Cape Light

Story and photographs by Eric Lindberg



Catching the day’s last light at Menemsha Harbor on Martha’s Vineyard

The book I found in a Santa Cruz bookstore pictured a distant shore of rare brilliance. Thirty years later, would its wonders match my long-deferred dreams?

It began on a rainy afternoon 30 years ago with a chance encounter in a Santa Cruz bookstore. Propped on a table just inside the door was Cape Light, the now-classic collection of photos by Joel Meyerowitz depicting 1970s Cape Cod. More painterly than photographic, each image glowed with a pearly luster as if lit from within. These dreamy colors were like nothing I’d seen before. As an amateur photographer, I was instantly smitten with that light.

That afternoon I bought the book and for the next few decades it followed me as I moved around the country. Occasionally I would thumb through it and find myself drawn once again toward the misty light of those Atlantic seascapes. Then I’d tuck it back in the bookcase and promise myself “some day.”

It’s taken me 30 years to get here. Standing on the ferry dock at Woods Hole (see Pin 1 on the map), I’m surrounded by the luminous light that seduced Meyerowitz and artists before him. Here at the southwest tip of Cape Cod a wispy marine haze softens sharp angles and transforms familiar colors into delicate new hues. Even the cracks and flaws of the harbor buildings are muted in the forgiving Cape light.

From the dock, Martha’s Vineyard is visible across Vineyard Sound. Although the book’s photos didn’t include this triangle-shaped island, it’s infused with cultural mystique and I’ll spend a few days there before heading east for a week along the Cape. Packed with my camera gear is the dog-eared copy of Cape Light, brought not to mimic those shots but for inspiration and possibilities along the way.

Boarding the ferry, I join other passengers on the bow. The horn blasts, we ease away from the dock, and 45 minutes later we’re edging past dozens of sailboats anchored in the harbor before tying up to the landing at Vineyard Haven.

Maybe it’s the nature of small islands that encourages a slower pace. After the bustle of the ferry dock the town feels sleepy. Nobody is in a hurry here. Tourists and locals gather along the boutiques and galleries of Main Street to dawdle and chat. There’s a long line at Mad Martha’s Ice Cream. People are doing what comes natural on islands—relaxing and slowing down.

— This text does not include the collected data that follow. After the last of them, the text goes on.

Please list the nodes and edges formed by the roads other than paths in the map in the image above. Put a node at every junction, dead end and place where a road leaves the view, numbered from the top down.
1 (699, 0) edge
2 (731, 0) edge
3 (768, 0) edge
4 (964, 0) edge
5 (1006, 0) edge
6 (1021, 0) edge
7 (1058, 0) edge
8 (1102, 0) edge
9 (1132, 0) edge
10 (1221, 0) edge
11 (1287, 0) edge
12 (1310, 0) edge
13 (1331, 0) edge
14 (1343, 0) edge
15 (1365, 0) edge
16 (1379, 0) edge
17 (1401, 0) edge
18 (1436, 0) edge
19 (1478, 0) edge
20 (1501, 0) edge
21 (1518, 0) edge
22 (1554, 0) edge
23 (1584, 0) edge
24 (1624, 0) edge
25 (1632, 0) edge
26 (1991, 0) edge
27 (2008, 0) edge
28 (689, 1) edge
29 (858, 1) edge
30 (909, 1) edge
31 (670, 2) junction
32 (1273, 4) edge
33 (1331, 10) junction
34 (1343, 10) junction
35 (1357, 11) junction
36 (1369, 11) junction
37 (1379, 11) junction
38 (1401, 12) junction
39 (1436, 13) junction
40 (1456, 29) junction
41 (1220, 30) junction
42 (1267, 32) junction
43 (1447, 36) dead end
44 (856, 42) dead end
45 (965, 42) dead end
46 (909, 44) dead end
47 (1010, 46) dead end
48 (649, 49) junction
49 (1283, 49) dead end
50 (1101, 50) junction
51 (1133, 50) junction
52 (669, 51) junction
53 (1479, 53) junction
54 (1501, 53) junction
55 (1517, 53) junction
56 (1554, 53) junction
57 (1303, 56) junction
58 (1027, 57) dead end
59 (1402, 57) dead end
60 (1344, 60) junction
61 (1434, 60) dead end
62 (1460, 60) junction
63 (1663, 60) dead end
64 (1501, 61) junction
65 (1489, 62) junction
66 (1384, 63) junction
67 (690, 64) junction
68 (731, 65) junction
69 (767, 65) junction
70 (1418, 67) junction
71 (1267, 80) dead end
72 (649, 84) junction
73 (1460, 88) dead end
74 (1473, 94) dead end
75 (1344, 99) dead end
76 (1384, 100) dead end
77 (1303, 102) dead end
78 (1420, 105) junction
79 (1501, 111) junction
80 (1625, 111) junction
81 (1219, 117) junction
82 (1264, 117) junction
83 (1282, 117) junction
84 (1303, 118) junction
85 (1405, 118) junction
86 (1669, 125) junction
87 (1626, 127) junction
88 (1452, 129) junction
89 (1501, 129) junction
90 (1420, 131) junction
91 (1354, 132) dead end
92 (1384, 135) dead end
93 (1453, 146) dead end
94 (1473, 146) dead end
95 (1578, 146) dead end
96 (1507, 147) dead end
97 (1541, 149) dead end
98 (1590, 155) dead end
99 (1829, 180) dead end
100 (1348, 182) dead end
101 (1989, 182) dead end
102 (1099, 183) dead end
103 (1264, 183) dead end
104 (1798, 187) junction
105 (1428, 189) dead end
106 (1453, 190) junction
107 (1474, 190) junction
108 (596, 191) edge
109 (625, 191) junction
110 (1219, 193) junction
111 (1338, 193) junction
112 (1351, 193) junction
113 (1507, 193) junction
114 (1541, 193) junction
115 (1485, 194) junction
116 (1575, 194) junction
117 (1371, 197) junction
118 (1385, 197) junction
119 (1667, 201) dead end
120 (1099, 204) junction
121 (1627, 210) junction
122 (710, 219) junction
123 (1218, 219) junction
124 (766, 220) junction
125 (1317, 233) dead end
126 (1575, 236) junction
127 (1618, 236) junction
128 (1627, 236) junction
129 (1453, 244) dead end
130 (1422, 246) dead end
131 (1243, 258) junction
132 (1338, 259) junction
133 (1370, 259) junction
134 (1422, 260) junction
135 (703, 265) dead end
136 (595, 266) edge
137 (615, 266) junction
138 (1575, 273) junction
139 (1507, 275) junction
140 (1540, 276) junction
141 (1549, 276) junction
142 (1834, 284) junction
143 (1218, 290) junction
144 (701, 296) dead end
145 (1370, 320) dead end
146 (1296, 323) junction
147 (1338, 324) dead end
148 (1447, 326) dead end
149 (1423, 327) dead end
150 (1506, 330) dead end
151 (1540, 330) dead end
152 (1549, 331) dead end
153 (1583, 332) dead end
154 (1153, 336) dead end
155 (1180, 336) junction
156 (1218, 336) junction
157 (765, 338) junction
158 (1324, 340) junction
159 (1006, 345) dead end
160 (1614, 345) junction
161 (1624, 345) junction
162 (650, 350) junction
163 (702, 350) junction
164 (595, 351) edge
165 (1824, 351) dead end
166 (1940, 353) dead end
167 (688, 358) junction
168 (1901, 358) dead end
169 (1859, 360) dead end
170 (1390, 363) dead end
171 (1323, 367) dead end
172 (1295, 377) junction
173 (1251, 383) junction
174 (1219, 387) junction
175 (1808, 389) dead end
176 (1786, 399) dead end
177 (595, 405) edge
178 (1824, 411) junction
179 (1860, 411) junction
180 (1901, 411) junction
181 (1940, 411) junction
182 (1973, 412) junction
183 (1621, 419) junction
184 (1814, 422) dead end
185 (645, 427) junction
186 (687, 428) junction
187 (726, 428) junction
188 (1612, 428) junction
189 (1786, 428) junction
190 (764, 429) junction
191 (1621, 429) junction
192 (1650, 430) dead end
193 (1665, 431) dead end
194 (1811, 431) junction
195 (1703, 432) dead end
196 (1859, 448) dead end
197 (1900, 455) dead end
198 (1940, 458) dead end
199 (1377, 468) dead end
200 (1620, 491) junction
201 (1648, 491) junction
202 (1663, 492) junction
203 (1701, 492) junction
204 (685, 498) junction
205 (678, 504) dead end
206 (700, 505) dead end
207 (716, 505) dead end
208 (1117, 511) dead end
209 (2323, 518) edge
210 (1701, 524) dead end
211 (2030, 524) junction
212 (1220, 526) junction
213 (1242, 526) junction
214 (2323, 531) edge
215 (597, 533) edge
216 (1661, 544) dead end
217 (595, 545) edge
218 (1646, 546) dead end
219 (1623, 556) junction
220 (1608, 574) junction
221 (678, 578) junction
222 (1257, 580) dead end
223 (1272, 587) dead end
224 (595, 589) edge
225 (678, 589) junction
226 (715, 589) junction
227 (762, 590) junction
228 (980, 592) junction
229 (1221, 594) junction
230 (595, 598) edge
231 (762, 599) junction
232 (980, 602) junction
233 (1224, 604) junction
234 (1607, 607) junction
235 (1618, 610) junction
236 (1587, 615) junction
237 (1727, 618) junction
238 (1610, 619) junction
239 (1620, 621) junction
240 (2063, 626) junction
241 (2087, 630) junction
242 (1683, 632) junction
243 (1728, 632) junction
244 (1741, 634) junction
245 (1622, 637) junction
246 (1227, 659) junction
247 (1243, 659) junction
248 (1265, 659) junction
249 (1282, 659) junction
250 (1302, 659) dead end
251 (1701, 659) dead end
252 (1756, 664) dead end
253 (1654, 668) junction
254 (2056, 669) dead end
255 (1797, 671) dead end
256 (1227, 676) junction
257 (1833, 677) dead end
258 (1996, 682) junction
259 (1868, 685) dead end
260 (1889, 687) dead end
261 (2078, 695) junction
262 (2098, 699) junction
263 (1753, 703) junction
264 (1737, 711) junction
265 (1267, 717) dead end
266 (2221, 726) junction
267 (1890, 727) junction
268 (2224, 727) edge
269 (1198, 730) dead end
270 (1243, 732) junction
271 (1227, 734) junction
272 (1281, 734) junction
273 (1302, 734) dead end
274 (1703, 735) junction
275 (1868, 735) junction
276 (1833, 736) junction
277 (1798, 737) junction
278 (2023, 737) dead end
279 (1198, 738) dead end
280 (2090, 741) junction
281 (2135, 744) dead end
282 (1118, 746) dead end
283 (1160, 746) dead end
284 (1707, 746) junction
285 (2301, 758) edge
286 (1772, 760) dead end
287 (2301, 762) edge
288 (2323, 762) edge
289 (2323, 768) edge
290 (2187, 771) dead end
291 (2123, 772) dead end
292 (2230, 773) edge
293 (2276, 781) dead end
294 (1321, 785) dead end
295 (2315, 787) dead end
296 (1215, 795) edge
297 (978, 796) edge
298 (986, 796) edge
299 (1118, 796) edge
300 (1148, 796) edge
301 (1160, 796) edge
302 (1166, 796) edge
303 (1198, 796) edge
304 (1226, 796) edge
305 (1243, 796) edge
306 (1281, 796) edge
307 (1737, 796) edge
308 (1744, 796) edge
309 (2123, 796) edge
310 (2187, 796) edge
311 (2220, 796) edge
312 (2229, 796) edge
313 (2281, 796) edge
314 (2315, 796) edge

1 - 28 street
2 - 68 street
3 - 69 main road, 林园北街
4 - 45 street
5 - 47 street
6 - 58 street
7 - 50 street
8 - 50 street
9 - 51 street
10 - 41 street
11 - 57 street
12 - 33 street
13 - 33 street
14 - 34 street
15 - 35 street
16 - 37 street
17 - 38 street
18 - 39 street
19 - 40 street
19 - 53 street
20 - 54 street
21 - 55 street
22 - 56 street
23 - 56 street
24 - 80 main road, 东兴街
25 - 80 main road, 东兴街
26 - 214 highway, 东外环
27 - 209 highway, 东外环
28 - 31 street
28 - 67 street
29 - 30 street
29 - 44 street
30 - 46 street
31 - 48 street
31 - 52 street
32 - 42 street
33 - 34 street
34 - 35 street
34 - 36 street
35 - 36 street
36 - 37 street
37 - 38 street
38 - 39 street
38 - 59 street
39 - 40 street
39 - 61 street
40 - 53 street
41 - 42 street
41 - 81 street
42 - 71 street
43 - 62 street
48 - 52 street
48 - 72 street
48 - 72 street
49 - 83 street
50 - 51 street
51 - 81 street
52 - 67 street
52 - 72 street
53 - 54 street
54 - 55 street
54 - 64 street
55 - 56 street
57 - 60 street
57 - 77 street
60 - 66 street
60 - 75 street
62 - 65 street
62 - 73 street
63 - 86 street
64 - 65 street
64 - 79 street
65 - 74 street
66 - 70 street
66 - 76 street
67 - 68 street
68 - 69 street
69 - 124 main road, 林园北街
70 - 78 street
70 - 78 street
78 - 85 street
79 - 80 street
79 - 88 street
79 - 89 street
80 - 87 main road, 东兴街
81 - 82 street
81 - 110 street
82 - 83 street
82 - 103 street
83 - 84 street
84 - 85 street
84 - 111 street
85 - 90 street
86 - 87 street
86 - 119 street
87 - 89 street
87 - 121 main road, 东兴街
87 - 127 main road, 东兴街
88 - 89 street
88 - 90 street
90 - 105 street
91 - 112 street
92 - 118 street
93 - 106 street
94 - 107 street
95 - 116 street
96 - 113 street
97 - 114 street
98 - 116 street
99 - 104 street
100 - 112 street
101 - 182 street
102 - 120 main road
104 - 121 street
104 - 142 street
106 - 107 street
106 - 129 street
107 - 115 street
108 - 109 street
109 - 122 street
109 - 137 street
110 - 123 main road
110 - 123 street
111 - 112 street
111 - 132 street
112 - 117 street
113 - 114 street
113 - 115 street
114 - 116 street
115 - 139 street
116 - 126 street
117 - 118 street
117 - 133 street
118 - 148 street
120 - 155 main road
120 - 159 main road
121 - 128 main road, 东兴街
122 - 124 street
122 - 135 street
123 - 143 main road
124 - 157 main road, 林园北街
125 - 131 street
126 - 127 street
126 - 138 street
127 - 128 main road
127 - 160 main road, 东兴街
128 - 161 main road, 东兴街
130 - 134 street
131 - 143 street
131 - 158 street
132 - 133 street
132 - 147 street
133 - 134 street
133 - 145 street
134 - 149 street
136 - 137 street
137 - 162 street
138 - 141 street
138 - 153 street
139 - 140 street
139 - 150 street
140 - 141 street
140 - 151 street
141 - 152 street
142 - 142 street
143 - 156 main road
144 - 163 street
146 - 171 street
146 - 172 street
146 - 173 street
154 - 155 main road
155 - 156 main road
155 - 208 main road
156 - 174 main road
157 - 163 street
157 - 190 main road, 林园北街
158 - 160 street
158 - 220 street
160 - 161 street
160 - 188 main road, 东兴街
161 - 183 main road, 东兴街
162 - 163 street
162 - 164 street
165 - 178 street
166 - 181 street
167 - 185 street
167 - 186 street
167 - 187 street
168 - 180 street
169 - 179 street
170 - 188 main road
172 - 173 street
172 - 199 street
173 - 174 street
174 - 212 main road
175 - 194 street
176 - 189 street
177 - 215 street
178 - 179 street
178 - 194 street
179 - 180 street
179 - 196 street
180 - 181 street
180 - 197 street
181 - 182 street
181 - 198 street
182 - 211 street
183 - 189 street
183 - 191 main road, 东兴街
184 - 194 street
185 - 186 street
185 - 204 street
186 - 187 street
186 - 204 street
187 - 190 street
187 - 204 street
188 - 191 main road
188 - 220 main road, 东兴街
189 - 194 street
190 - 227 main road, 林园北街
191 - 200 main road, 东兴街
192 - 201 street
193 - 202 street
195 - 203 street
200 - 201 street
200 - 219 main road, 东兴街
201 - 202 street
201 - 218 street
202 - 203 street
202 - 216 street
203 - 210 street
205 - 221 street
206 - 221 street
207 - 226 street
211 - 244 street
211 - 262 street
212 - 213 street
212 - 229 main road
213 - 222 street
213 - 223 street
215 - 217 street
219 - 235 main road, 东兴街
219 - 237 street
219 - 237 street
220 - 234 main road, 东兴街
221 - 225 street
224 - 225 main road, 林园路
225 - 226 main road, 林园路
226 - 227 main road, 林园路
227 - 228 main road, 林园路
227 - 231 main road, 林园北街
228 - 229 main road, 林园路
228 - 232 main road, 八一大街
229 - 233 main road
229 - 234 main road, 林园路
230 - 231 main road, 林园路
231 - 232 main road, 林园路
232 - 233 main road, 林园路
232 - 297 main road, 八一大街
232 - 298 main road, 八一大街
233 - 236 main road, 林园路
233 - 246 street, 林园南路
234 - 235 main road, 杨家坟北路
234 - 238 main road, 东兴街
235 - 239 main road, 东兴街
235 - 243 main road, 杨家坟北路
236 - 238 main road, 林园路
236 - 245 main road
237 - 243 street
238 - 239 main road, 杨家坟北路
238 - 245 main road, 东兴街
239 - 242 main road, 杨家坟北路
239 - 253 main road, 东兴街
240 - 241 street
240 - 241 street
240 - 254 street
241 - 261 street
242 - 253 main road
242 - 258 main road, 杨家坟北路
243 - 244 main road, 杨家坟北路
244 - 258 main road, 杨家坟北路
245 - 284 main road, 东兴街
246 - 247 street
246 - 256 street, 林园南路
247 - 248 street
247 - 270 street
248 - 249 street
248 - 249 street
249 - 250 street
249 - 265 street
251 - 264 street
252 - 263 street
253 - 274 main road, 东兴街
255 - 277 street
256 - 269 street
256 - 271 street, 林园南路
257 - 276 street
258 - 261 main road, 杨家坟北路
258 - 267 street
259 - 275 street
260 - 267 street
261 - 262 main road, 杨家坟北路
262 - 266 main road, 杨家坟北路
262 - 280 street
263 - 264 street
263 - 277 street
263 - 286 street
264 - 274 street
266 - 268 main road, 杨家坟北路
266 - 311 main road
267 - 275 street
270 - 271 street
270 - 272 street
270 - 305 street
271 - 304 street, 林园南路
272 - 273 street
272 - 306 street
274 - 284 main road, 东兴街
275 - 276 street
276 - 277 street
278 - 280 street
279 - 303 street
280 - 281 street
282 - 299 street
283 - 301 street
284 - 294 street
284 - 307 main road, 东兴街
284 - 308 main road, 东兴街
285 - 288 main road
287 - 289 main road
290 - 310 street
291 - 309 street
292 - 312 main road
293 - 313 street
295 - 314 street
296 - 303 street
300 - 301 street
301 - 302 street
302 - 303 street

This laid back ambiance extends inland as I follow winding roads past neat fields bordered by old stone fences. Dirt driveways curve away from the road toward idyllic cottages set back in the woods. It’s New England on an island. I could spend the summer here.

While the island’s interior reflects provincial New England, the seaside town of Edgartown hints at the affluence found on the Vineyard. The harbor where tall-masted whaling ships once anchored is now home to a world-class yachting community.

Elegantly reserved former homes of ship captains line streets and luxuriant gardens droop under the weight of fragrant blossoms. Clipped Kennedy-esque accents spill out from upscale boutiques. After the rustic center of the island, this is a rarified world.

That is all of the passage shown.